The city offered to look at either modification or removal of the dam as a Supplemental Environmental Project as part of the settlement of an enforcement order and agreement with the Ohio Environmental Protection Agency. The agreement was reached to enhance water quality and stream habitat in this portion of the Olentangy River.

The Columbus department of Public Utilities in 2006 and 2007 worked in conjunction with the U.S. Army Corps of Engineers (USACOE), which conducted a feasibility study on restoration of the Lower Olentangy ecosystem, focusing on the 5th Avenue Dam. Public meetings were held in August 2006 and August 2007 at Goodale Park to explain the project and feasibility study, as well as to solicit stakeholder and community input to examine a variety of alternatives for dam modification and removal. A draft of the feasibility study was subsequently published for public comment in August 2007.  In 2009, the USACOE sampled and tested sediments in the vicinity of the dam.

In October 2009,  DPU contracted with Stantec Consulting Services Inc. to perform engineering services to determine sediment depths and compositions behind the dam, to evaluate the impact of dam removal on flood elevations, the impact of lowered normal water elevations on upstream bridges, the impact of lowered groundwater elevations on buildings located within the dam’s influence zone, and to perform bathymetric survey of the river bottom.  In April 2010, Stantec submitted a draft report presenting results of their evaluations.  This work was funded by a grant from the OEPA.

In October 2010, Stantec began preparing construction documents which were completed in May 2011. The project includes removing a portion of the lowhead dam and constructing stream improvements along the Olentangy River from the dam upstream to the Lane Avenue Bridge. The project will help restore natural river function, improve habitat for fish and other aquatic species and improve the riparian corridor. In July 2011, USACOE sent a letter informing the City the project met criteria for Section 404 Nationwide Permit (NWP) #27. 

On-going work includes resolving outstanding floodplain issues associated with restoration of the stream banks with the Federal Emergency Management Agency (FEMA); coordinating construction activities with the university which has and will have numerous construction projects in the area; and finalizing the Ohio EPA environmental covenants among the affected entities. Given the outcome of the flood elevation review, additional efforts may be needed to mitigate the risk of increased flood impacts due to stream channel restoration work.

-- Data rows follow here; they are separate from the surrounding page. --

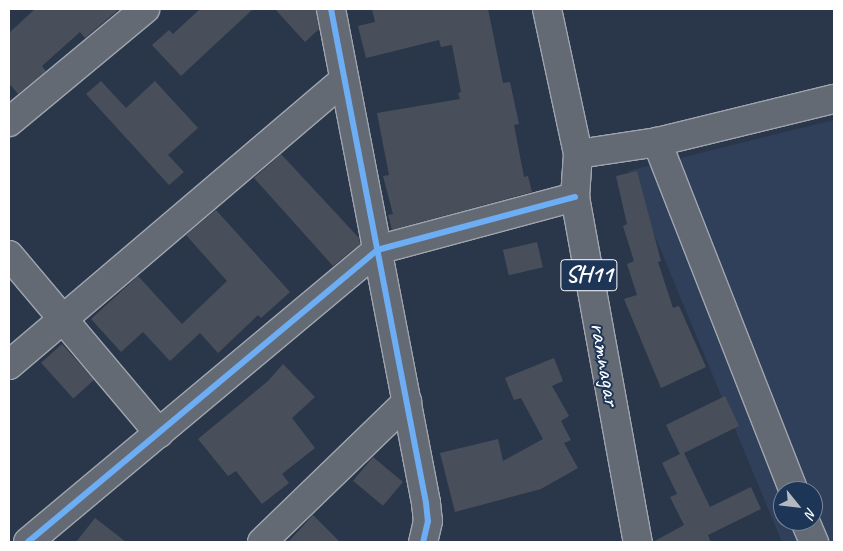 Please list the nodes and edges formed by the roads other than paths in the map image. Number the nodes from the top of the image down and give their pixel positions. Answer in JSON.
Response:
{"nodes":[{"id":1,"x":145,"y":9,"type":"edge"},
{"id":2,"x":331,"y":9,"type":"edge"},
{"id":3,"x":547,"y":9,"type":"edge"},
{"id":4,"x":344,"y":80,"type":"junction"},
{"id":5,"x":834,"y":99,"type":"edge"},
{"id":6,"x":9,"y":122,"type":"edge"},
{"id":7,"x":658,"y":142,"type":"junction"},
{"id":8,"x":578,"y":154,"type":"junction"},
{"id":9,"x":574,"y":197,"type":"junction"},
{"id":10,"x":377,"y":250,"type":"junction"},
{"id":11,"x":9,"y":255,"type":"edge"},
{"id":12,"x":63,"y":319,"type":"junction"},
{"id":13,"x":9,"y":365,"type":"edge"},
{"id":14,"x":407,"y":402,"type":"junction"},
{"id":15,"x":159,"y":433,"type":"junction"},
{"id":16,"x":790,"y":481,"type":"edge"},
{"id":17,"x":46,"y":537,"type":"edge"},
{"id":18,"x":262,"y":542,"type":"edge"},
{"id":19,"x":423,"y":542,"type":"edge"},
{"id":20,"x":638,"y":542,"type":"edge"}],
"edges":[{"from":1,"to":6,"type":"street"},
{"from":2,"to":4,"type":"street"},
{"from":3,"to":8,"type":"street","name":"ramnagar","number":"SH11"},
{"from":4,"to":10,"type":"street"},
{"from":4,"to":12,"type":"street"},
{"from":5,"to":7,"type":"street"},
{"from":7,"to":8,"type":"street"},
{"from":7,"to":16,"type":"street"},
{"from":8,"to":9,"type":"street","name":"ramnagar","number":"SH11"},
{"from":9,"to":10,"type":"street"},
{"from":9,"to":20,"type":"street","name":"ramnagar","number":"SH11"},
{"from":10,"to":14,"type":"street"},
{"from":10,"to":15,"type":"street"},
{"from":11,"to":12,"type":"street"},
{"from":12,"to":13,"type":"street"},
{"from":12,"to":15,"type":"street"},
{"from":14,"to":18,"type":"street"},
{"from":14,"to":19,"type":"street"},
{"from":15,"to":17,"type":"street"}]} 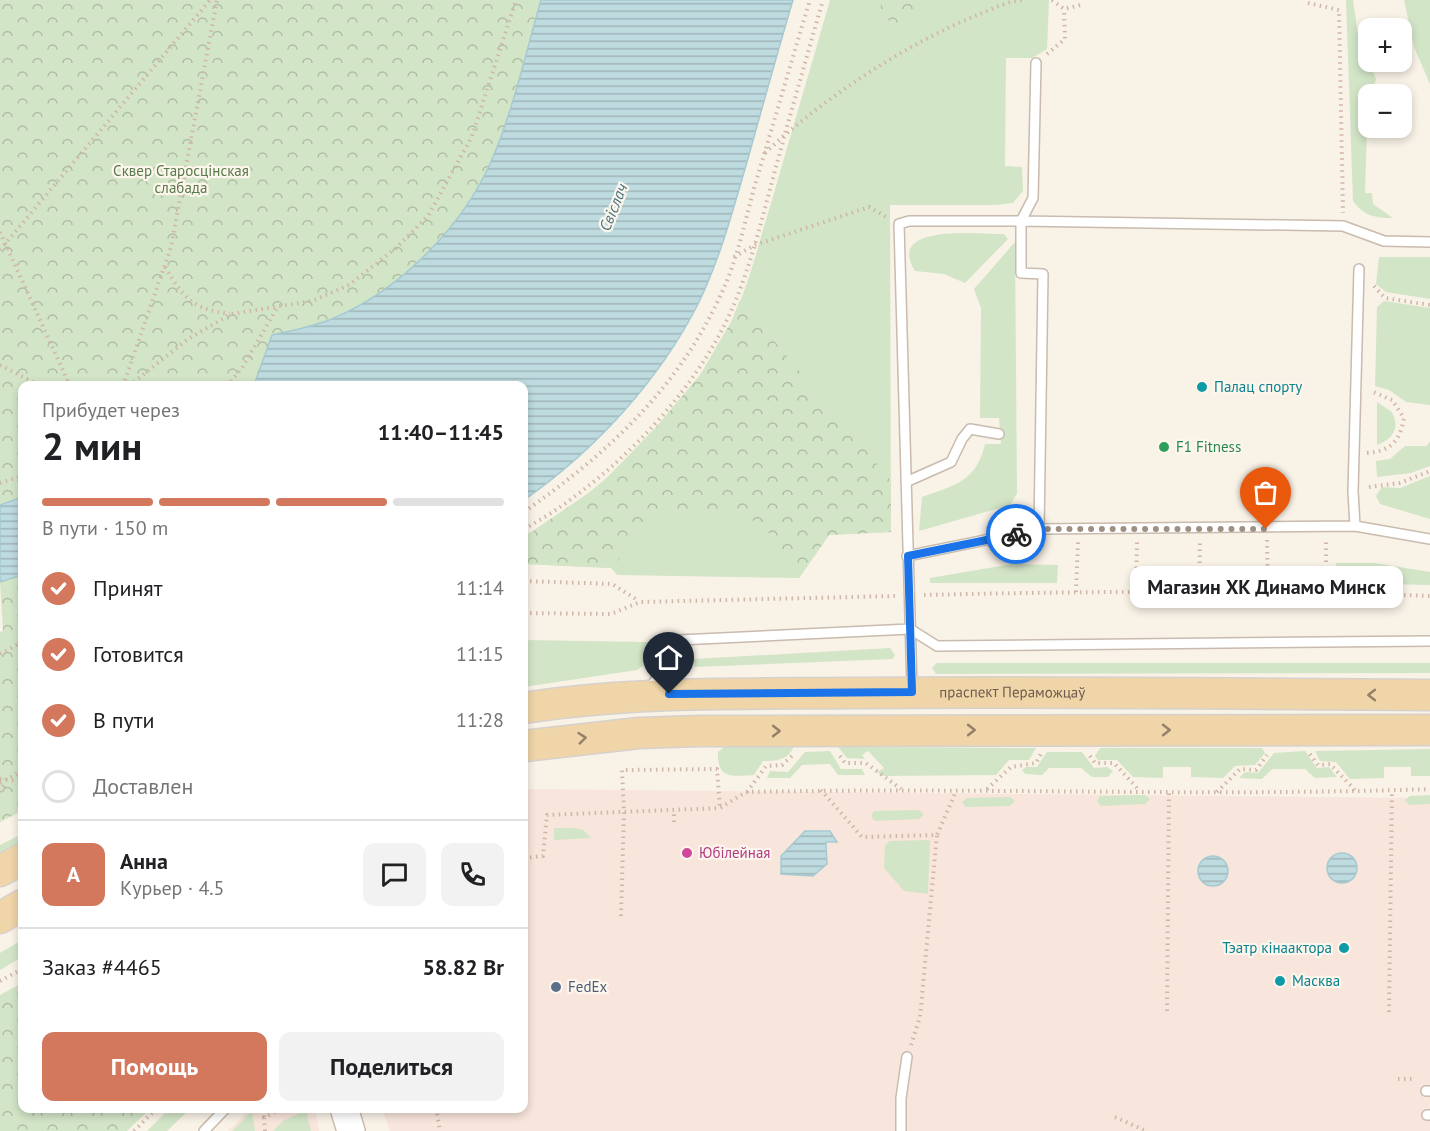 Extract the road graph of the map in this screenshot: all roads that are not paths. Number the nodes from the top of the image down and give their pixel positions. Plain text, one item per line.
1 (1036, 63) road end
2 (1021, 221) junction
3 (1430, 242) edge
4 (1359, 269) road end
5 (999, 434) dead end
6 (906, 482) junction
7 (1355, 526) junction
8 (1039, 529) junction
9 (1430, 539) edge
10 (908, 556) junction
11 (910, 628) junction
12 (1430, 641) edge
13 (912, 692) junction
14 (647, 694) junction
15 (1430, 695) edge
16 (528, 708) edge
17 (1430, 730) edge
18 (528, 746) edge
19 (18, 862) edge
20 (0, 871) edge
21 (18, 907) edge
22 (0, 918) edge
23 (907, 1057) road end
24 (221, 1113) edge
25 (346, 1113) edge
26 (204, 1131) edge
27 (351, 1131) edge
28 (901, 1131) edge

1 - 2 lane
2 - 3 lane
2 - 6 lane
2 - 8 lane
4 - 7 lane
5 - 6 lane
6 - 10 lane
7 - 8 lane
7 - 9 lane
8 - 10 lane
10 - 11 lane
11 - 12 lane
11 - 13 lane
11 - 14 lane
13 - 14 main road, праспект Пераможцаў
15 -> 13 main road, праспект Пераможцаў
14 - 16 main road, праспект Пераможцаў
18 -> 17 main road
19 - 20 main road
21 - 22 main road
23 - 28 lane
24 - 26 lane
25 - 27 main road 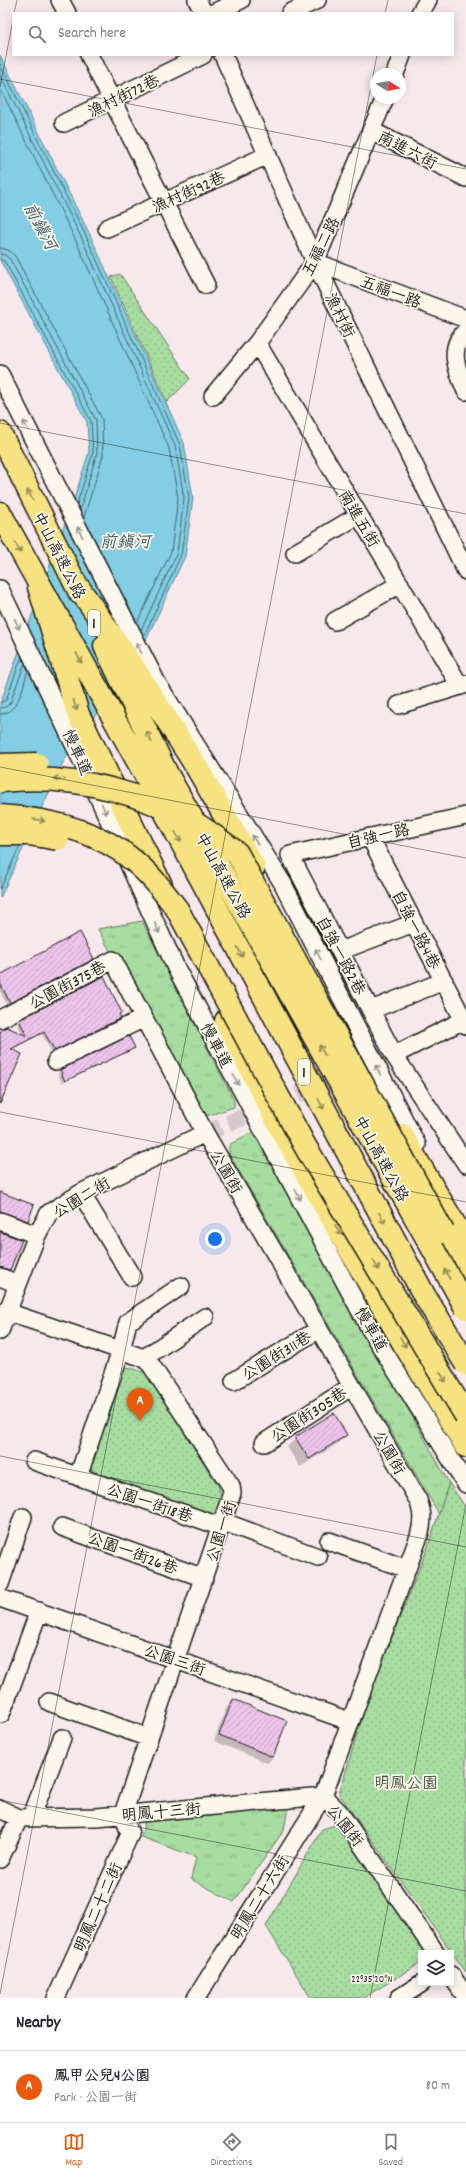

Following the evaluation of construction bids in May 2012, the cost of this project – including removal of a portion of the dam itself and extensive restoration of the area upstream from the dam – totals $6.9 million. Project funding sources include $500,000 through the Ohio Environmental Protection Agency’s 319 Grant Program, $3.1 million through the agency’s Water Resource Restoration Sponsor Program, $2 million from The Ohio State University and $2.1 million from the City of Columbus.

See project rendering (large file)
See projected views for completion, 5 years and 25 years after completion
See drawings of the existing & proposed river 

Any questions or comments can be directed to:
Columbus Department of Public Utilities
• George J. Zonders at (614) 645-2926 or by email.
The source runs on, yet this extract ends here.